* Exercise goal *
From the listing below, copy every line with the word "bottom".

* Records to use *
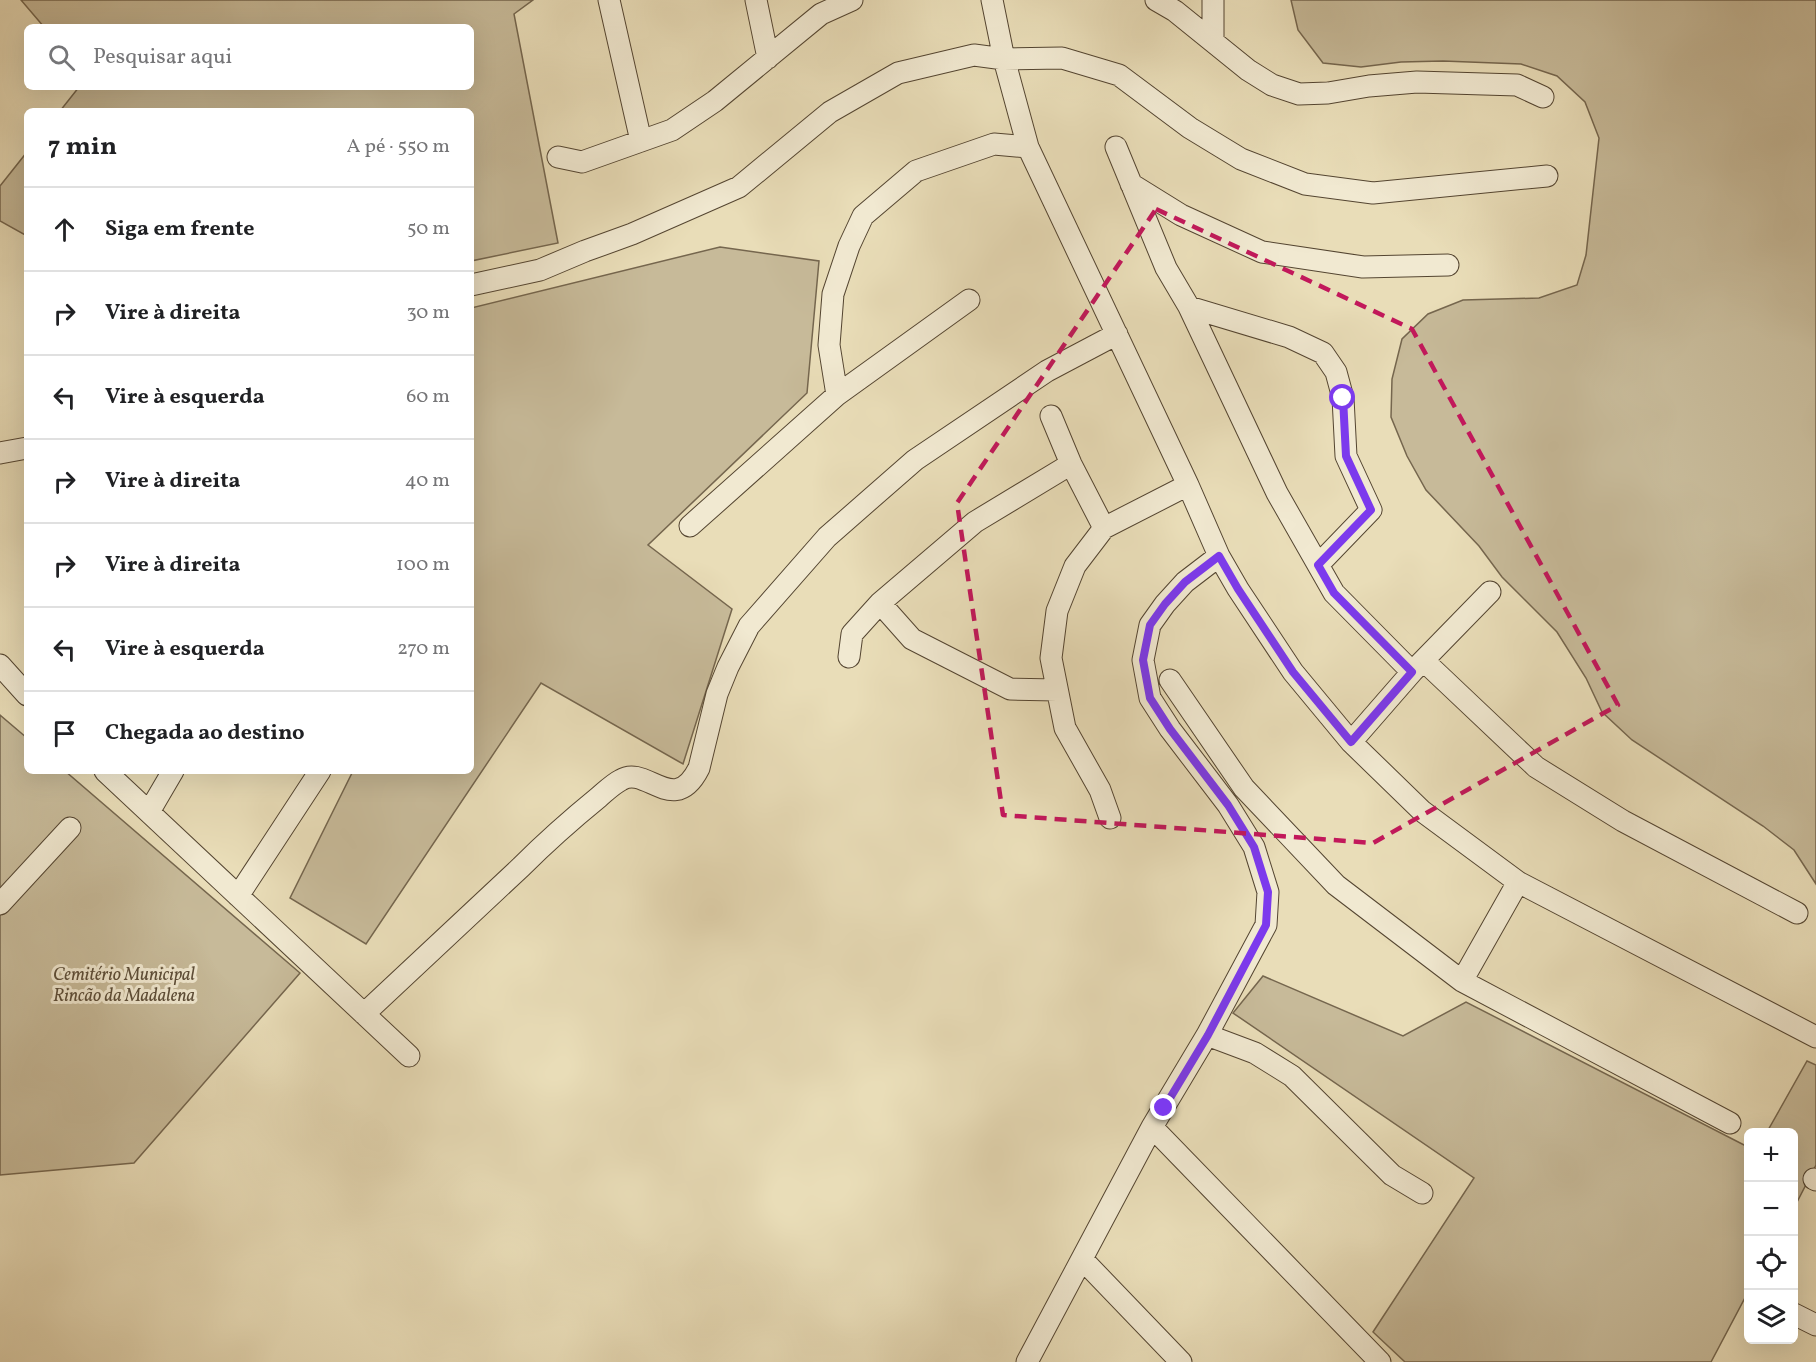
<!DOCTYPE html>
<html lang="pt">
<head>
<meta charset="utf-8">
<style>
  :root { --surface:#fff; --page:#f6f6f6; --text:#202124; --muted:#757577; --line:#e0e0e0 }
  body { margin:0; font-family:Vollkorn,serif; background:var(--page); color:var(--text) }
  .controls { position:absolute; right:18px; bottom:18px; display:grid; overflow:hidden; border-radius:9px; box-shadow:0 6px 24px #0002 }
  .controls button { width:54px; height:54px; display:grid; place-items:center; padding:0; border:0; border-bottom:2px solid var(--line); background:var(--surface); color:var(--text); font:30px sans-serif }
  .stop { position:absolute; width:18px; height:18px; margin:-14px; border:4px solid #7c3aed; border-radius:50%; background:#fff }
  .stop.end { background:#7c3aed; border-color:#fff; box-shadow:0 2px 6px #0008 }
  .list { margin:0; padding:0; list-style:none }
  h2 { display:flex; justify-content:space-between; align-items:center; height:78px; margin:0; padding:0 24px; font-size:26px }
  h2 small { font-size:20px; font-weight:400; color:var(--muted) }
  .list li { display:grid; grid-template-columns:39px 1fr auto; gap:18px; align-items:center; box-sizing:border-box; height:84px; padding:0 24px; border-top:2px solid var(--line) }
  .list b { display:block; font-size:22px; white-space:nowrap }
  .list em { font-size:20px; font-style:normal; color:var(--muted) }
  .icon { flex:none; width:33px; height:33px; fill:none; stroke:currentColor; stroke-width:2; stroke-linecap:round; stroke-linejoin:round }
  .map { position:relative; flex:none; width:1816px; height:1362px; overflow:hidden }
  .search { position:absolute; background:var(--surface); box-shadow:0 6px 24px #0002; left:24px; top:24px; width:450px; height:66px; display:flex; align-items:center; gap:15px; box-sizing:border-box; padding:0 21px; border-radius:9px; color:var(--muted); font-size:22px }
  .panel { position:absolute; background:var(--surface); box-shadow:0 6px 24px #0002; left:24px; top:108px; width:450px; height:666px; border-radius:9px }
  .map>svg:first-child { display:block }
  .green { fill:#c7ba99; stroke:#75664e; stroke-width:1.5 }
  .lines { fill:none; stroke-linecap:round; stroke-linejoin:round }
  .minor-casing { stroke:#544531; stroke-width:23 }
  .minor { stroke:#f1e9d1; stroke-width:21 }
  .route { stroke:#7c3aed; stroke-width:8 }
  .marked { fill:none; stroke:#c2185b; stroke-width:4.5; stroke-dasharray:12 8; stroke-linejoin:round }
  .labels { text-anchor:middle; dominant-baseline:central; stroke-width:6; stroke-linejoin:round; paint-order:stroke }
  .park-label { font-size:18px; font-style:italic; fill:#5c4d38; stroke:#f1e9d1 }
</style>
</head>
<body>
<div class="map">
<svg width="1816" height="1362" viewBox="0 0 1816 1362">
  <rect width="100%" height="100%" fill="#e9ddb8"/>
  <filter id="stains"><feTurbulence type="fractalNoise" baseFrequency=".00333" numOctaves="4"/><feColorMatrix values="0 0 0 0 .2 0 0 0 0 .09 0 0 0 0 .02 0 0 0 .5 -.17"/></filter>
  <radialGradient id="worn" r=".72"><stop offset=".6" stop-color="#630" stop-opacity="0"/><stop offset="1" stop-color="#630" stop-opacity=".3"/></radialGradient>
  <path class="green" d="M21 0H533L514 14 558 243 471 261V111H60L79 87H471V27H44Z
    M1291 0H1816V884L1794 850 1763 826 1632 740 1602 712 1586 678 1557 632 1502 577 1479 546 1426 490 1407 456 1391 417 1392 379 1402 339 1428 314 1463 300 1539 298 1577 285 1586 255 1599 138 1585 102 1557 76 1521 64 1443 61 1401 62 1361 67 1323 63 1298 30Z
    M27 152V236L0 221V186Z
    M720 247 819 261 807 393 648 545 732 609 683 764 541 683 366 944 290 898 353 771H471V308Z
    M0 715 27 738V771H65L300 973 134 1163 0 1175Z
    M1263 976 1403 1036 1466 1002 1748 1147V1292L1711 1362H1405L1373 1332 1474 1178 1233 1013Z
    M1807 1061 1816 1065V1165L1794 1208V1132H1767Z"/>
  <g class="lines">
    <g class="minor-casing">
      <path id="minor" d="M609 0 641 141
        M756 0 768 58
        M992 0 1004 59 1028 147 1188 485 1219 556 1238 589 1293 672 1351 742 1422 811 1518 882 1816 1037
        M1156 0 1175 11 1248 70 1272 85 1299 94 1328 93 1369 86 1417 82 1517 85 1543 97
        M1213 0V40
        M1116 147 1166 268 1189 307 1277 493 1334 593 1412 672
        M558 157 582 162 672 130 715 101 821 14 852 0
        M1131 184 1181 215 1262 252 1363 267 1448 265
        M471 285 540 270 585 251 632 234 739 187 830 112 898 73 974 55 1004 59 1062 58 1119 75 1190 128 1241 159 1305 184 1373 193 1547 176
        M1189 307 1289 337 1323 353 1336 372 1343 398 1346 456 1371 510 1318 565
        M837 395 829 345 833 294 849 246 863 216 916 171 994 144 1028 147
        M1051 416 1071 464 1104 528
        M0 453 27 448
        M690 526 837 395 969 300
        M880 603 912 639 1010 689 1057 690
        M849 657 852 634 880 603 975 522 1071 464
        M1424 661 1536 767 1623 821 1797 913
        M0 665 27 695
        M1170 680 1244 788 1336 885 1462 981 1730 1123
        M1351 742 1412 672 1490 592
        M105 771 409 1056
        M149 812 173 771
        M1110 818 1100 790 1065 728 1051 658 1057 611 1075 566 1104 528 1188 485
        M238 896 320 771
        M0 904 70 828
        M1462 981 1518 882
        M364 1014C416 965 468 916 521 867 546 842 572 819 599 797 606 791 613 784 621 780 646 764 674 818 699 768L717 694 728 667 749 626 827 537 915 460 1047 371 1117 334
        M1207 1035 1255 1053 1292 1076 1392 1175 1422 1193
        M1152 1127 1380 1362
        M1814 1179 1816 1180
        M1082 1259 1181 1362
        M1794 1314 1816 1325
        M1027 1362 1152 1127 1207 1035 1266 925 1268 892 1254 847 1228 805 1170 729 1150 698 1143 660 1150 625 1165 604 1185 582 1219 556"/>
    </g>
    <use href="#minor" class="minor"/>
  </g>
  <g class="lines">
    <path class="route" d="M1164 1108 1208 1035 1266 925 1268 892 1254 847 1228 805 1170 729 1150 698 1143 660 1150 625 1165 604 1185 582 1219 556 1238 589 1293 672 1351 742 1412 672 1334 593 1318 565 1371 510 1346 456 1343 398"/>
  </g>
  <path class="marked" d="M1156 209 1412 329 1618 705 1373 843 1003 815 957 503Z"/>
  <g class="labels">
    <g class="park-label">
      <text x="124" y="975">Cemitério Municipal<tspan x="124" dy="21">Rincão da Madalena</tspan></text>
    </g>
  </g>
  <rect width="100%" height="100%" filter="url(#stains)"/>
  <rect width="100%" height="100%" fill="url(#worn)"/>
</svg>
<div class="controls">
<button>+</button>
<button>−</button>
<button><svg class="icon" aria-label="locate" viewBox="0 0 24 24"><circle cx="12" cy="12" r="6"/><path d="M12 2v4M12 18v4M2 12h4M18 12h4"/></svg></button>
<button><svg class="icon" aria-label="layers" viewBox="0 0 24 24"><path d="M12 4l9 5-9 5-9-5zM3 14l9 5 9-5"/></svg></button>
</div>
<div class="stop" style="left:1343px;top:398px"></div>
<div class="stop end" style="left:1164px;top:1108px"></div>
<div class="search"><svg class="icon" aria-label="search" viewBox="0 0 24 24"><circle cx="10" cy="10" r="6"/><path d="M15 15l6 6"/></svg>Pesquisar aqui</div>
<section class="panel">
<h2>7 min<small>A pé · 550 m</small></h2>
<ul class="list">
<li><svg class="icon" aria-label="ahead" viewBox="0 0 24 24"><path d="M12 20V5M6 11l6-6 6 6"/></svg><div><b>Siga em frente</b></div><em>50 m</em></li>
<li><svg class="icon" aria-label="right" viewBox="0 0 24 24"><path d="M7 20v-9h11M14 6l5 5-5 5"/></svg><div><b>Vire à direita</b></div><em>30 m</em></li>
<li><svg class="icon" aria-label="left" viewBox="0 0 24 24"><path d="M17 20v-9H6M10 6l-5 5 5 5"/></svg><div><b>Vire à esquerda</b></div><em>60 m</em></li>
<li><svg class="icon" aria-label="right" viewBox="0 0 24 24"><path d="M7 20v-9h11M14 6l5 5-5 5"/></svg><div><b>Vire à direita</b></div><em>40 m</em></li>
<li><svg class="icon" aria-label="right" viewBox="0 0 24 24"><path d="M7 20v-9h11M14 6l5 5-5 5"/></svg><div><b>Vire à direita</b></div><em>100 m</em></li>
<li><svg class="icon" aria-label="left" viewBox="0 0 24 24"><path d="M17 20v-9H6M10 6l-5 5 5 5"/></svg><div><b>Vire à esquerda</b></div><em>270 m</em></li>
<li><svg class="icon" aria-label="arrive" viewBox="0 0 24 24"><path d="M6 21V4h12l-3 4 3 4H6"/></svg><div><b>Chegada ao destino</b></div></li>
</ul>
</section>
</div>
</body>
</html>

* Answer box *
  .controls { position:absolute; right:18px; bottom:18px; display:grid; overflow:hidden; border-radius:9px; box-shadow:0 6px 24px #0002 }
  .controls button { width:54px; height:54px; display:grid; place-items:center; padding:0; border:0; border-bottom:2px solid var(--line); background:var(--surface); color:var(--text); font:30px sans-serif }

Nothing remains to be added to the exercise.